- [Requirement]:
Your answer is a number only: how many lines in the data below contain "Василя"?

[Collected data entries]

■ ■ ■

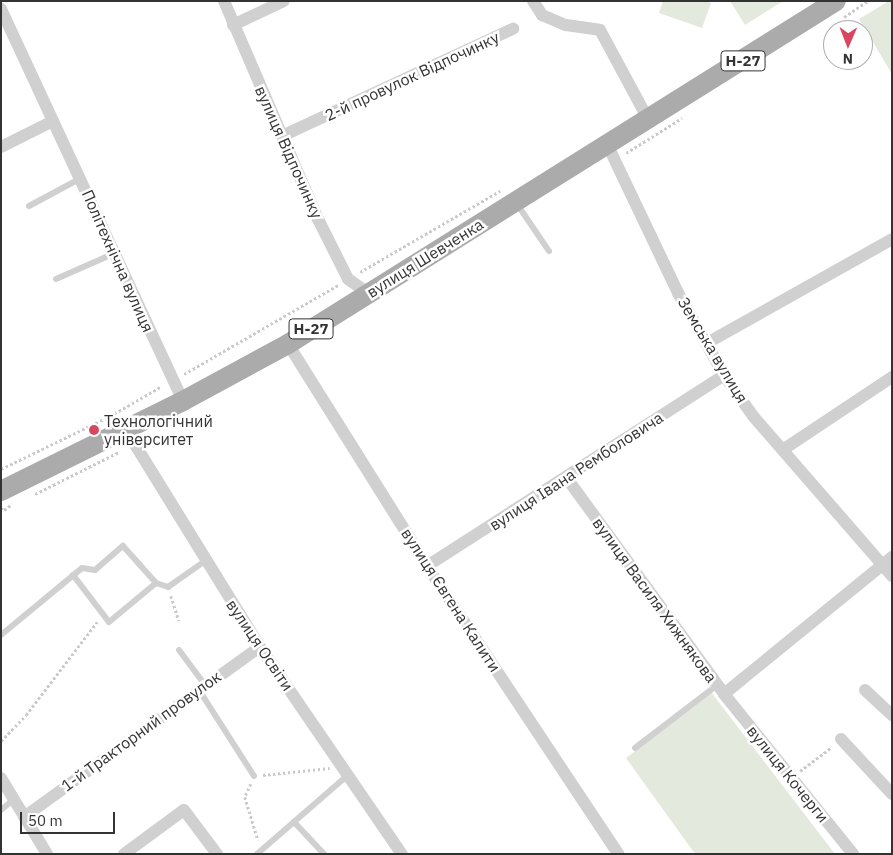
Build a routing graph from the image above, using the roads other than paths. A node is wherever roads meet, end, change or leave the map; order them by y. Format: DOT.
graph roads {
  1 [pos="224,1"];
  2 [pos="284,1"];
  3 [pos="533,1"];
  4 [pos="836,1"];
  5 [pos="1,9"];
  6 [pos="233,26"];
  7 [pos="513,30"];
  8 [pos="53,121"];
  9 [pos="649,121"];
  10 [pos="282,136"];
  11 [pos="608,146"];
  12 [pos="1,147"];
  13 [pos="81,178"];
  14 [pos="512,194"];
  15 [pos="29,206"];
  16 [pos="892,239"];
  17 [pos="549,251"];
  18 [pos="116,252"];
  19 [pos="56,279"];
  20 [pos="368,293"];
  21 [pos="707,343"];
  22 [pos="288,344"];
  23 [pos="724,375"];
  24 [pos="892,377"];
  25 [pos="183,401"];
  26 [pos="126,430"];
  27 [pos="784,449"];
  28 [pos="566,477"];
  29 [pos="1,491"];
  30 [pos="205,561"];
  31 [pos="887,561"];
  32 [pos="427,566"];
  33 [pos="73,575"];
  34 [pos="892,576"];
  35 [pos="156,583"];
  36 [pos="1,635"];
  37 [pos="260,647"];
  38 [pos="178,650"];
  39 [pos="202,687"];
  40 [pos="720,689"];
  41 [pos="865,690"];
  42 [pos="892,715"];
  43 [pos="841,740"];
  44 [pos="634,748"];
  45 [pos="346,770"];
  46 [pos="254,776"];
  47 [pos="1,778"];
  48 [pos="892,794"];
  49 [pos="14,800"];
  50 [pos="1,810"];
  51 [pos="24,817"];
  52 [pos="294,822"];
  53 [pos="259,852"];
  54 [pos="47,854"];
  55 [pos="124,854"];
  56 [pos="218,854"];
  57 [pos="324,854"];
  58 [pos="402,854"];
  59 [pos="618,854"];
  60 [pos="853,854"];
  1 -- 6 [label="street, вулиця Відпочинку"];
  2 -- 6 [label="street"];
  3 -- 9 [label="street"];
  4 -- 9 [label="main road, вулиця Шевченка / Н-27"];
  5 -- 8 [label="street, Політехнічна вулиця"];
  6 -- 10 [label="street, вулиця Відпочинку"];
  7 -- 10 [label="street, 2-й провулок Відпочинку"];
  8 -- 12 [label="street"];
  8 -- 13 [label="street, Політехнічна вулиця"];
  9 -- 11 [label="main road, вулиця Шевченка / Н-27"];
  10 -- 20 [label="street, вулиця Відпочинку"];
  11 -- 14 [label="main road, вулиця Шевченка / Н-27"];
  11 -- 21 [label="street, Земська вулиця"];
  13 -- 15 [label="lane"];
  13 -- 18 [label="street, Політехнічна вулиця"];
  14 -- 17 [label="lane"];
  14 -- 20 [label="main road, вулиця Шевченка / Н-27"];
  16 -- 21 [label="street"];
  18 -- 19 [label="lane"];
  18 -- 25 [label="street, Політехнічна вулиця"];
  20 -- 22 [label="main road, вулиця Шевченка / Н-27"];
  21 -- 23 [label="street, Земська вулиця"];
  22 -- 25 [label="main road, вулиця Шевченка / Н-27"];
  22 -- 32 [label="street, вулиця Євгена Калити"];
  23 -- 27 [label="street, Земська вулиця"];
  23 -- 28 [label="street, вулиця Івана Ремболовича"];
  24 -- 27 [label="street"];
  25 -- 26 [label="main road, вулиця Шевченка / Н-27"];
  26 -- 29 [label="main road, вулиця Шевченка / Н-27"];
  26 -- 30 [label="street, вулиця Освіти"];
  27 -- 31 [label="street, Земська вулиця"];
  28 -- 32 [label="street, вулиця Івана Ремболовича"];
  28 -- 40 [label="street, вулиця Василя Хижнякова"];
  30 -- 35 [label="lane"];
  30 -- 37 [label="street, вулиця Освіти"];
  31 -- 34 [label="street, Земська вулиця"];
  31 -- 40 [label="street, вулиця Василя Хижнякова"];
  32 -- 59 [label="street, вулиця Євгена Калити"];
  33 -- 35 [label="lane"];
  33 -- 35 [label="lane"];
  33 -- 36 [label="lane"];
  37 -- 39 [label="street, 1-й Тракторний провулок"];
  37 -- 45 [label="street, вулиця Освіти"];
  38 -- 39 [label="lane"];
  39 -- 46 [label="lane"];
  39 -- 51 [label="street, 1-й Тракторний провулок"];
  40 -- 44 [label="lane"];
  40 -- 60 [label="street, вулиця Кочерги"];
  41 -- 42 [label="street"];
  43 -- 48 [label="street"];
  45 -- 52 [label="lane"];
  45 -- 58 [label="street, вулиця Освіти"];
  47 -- 49 [label="street"];
  49 -- 50 [label="lane"];
  49 -- 51 [label="street"];
  51 -- 54 [label="street"];
  52 -- 53 [label="lane"];
  52 -- 57 [label="lane"];
  55 -- 56 [label="street"];
}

■ ■ ■

- [Output of the task]:
2